• WHAT THE EXERCISE ASKS:
An exact copy of every record below is required, with the pictures left out.
*** Opening DATA SECTION ***
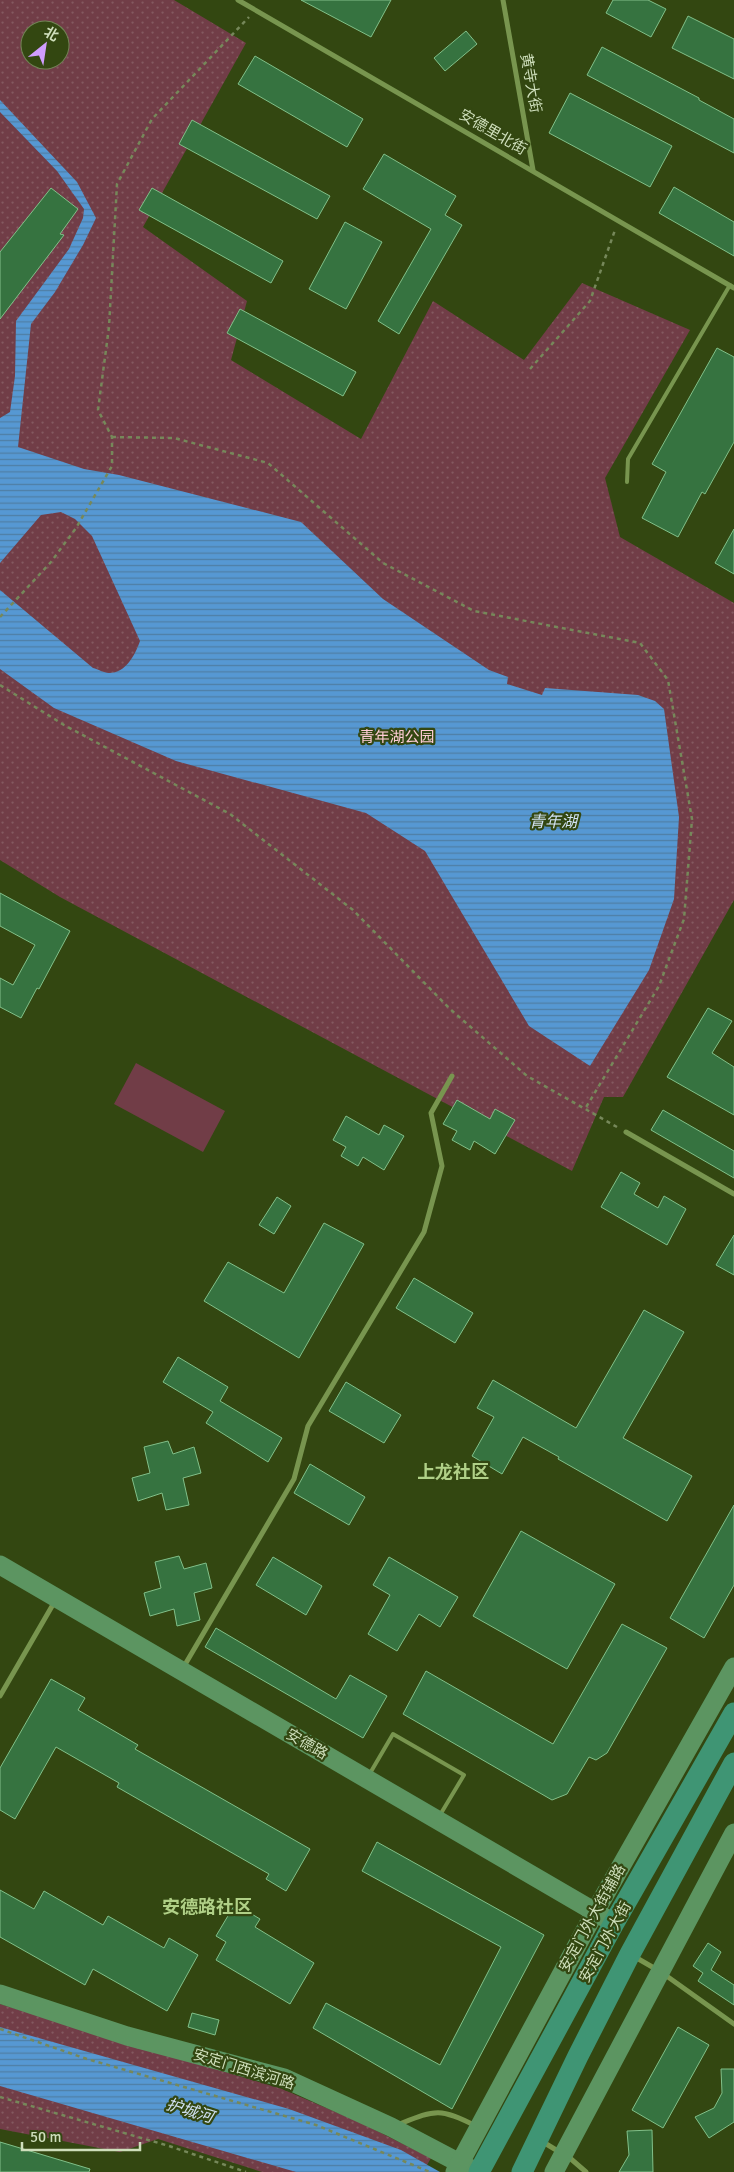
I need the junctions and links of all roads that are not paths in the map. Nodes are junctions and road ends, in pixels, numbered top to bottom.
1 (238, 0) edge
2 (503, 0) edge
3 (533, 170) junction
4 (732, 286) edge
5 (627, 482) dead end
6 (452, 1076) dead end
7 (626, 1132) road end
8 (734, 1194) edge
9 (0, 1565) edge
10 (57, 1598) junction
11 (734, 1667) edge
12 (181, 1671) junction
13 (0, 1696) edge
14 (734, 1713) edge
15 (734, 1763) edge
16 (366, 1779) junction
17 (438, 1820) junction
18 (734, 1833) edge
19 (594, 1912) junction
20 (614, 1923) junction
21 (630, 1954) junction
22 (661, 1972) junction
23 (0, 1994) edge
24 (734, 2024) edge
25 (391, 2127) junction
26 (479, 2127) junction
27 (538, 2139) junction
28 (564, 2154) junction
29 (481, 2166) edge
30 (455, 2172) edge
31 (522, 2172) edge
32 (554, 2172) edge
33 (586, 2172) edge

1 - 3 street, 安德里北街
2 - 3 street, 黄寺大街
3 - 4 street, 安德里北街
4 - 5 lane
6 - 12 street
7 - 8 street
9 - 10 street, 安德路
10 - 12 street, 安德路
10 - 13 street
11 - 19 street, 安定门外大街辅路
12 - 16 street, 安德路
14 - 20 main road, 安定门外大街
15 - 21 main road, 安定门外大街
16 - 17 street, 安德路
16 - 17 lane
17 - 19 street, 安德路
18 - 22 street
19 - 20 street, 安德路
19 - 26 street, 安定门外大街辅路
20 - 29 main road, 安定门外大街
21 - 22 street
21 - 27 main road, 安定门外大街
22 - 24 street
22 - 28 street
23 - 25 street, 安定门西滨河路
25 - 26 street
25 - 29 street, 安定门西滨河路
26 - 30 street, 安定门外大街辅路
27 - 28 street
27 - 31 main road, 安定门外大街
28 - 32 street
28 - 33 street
*** Closing DATA SECTION ***
• RESULT OF THE EXERCISE:
I need the junctions and links of all roads that are not paths in the map. Nodes are junctions and road ends, in pixels, numbered top to bottom.
1 (238, 0) edge
2 (503, 0) edge
3 (533, 170) junction
4 (732, 286) edge
5 (627, 482) dead end
6 (452, 1076) dead end
7 (626, 1132) road end
8 (734, 1194) edge
9 (0, 1565) edge
10 (57, 1598) junction
11 (734, 1667) edge
12 (181, 1671) junction
13 (0, 1696) edge
14 (734, 1713) edge
15 (734, 1763) edge
16 (366, 1779) junction
17 (438, 1820) junction
18 (734, 1833) edge
19 (594, 1912) junction
20 (614, 1923) junction
21 (630, 1954) junction
22 (661, 1972) junction
23 (0, 1994) edge
24 (734, 2024) edge
25 (391, 2127) junction
26 (479, 2127) junction
27 (538, 2139) junction
28 (564, 2154) junction
29 (481, 2166) edge
30 (455, 2172) edge
31 (522, 2172) edge
32 (554, 2172) edge
33 (586, 2172) edge

1 - 3 street, 安德里北街
2 - 3 street, 黄寺大街
3 - 4 street, 安德里北街
4 - 5 lane
6 - 12 street
7 - 8 street
9 - 10 street, 安德路
10 - 12 street, 安德路
10 - 13 street
11 - 19 street, 安定门外大街辅路
12 - 16 street, 安德路
14 - 20 main road, 安定门外大街
15 - 21 main road, 安定门外大街
16 - 17 street, 安德路
16 - 17 lane
17 - 19 street, 安德路
18 - 22 street
19 - 20 street, 安德路
19 - 26 street, 安定门外大街辅路
20 - 29 main road, 安定门外大街
21 - 22 street
21 - 27 main road, 安定门外大街
22 - 24 street
22 - 28 street
23 - 25 street, 安定门西滨河路
25 - 26 street
25 - 29 street, 安定门西滨河路
26 - 30 street, 安定门外大街辅路
27 - 28 street
27 - 31 main road, 安定门外大街
28 - 32 street
28 - 33 street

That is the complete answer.